## TASK GOAL:
Whenever a line below includes the word "Shaw", copy that line.

Segment Open

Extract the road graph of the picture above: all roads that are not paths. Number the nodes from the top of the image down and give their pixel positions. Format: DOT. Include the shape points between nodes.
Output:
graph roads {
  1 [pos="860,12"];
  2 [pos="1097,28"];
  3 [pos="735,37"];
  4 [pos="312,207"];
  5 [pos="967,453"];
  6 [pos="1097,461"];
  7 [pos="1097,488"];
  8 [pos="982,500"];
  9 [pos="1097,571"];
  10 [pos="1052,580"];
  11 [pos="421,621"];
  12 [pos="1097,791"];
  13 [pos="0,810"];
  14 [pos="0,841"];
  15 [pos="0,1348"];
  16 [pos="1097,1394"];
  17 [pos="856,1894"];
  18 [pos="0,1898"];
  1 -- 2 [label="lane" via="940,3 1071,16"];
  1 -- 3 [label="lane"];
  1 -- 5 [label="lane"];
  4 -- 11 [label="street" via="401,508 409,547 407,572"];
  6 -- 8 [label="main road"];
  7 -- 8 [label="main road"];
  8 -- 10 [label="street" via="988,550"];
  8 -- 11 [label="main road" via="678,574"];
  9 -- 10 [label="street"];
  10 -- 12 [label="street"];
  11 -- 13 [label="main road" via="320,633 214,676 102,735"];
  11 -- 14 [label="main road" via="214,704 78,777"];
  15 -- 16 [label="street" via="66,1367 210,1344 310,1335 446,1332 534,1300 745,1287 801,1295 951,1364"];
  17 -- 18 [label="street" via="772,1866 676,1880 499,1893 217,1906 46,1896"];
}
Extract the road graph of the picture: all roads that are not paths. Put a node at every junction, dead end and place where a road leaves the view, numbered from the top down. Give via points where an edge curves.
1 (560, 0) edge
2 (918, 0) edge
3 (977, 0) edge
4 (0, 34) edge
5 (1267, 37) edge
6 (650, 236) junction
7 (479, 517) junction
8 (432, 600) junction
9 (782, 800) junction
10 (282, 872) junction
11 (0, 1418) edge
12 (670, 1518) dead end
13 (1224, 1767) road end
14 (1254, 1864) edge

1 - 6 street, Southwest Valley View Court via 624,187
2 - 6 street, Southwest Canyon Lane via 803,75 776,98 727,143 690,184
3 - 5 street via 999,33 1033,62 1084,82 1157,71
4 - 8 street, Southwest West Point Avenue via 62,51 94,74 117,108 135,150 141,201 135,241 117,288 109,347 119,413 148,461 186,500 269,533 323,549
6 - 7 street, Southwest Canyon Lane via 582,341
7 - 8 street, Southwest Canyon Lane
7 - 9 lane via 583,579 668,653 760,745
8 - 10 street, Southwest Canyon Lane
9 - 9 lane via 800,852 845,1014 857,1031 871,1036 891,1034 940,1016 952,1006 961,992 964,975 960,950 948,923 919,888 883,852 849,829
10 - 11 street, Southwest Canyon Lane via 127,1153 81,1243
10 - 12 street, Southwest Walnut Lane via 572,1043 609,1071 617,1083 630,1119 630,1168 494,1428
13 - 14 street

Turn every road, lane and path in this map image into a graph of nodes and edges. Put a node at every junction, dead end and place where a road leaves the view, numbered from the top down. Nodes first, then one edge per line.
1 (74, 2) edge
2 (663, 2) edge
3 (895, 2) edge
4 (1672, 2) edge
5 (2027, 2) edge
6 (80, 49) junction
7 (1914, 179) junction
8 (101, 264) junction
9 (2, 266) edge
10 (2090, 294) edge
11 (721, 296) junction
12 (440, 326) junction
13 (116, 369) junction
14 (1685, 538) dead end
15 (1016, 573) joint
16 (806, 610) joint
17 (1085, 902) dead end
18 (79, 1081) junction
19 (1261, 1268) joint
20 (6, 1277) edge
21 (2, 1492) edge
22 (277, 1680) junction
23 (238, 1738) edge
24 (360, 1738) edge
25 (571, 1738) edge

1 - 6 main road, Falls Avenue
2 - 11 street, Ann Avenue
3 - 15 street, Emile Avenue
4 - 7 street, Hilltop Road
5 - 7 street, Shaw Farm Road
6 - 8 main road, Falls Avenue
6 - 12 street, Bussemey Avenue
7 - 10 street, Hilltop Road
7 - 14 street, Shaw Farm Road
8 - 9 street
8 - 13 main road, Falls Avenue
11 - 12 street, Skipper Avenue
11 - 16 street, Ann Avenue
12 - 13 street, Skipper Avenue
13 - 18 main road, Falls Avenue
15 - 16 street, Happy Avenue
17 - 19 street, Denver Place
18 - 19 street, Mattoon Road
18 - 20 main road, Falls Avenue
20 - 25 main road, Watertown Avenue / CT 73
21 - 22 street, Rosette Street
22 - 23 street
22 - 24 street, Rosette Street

Segment Closed

## WORKED SOLUTION:
5 - 7 street, Shaw Farm Road
7 - 14 street, Shaw Farm Road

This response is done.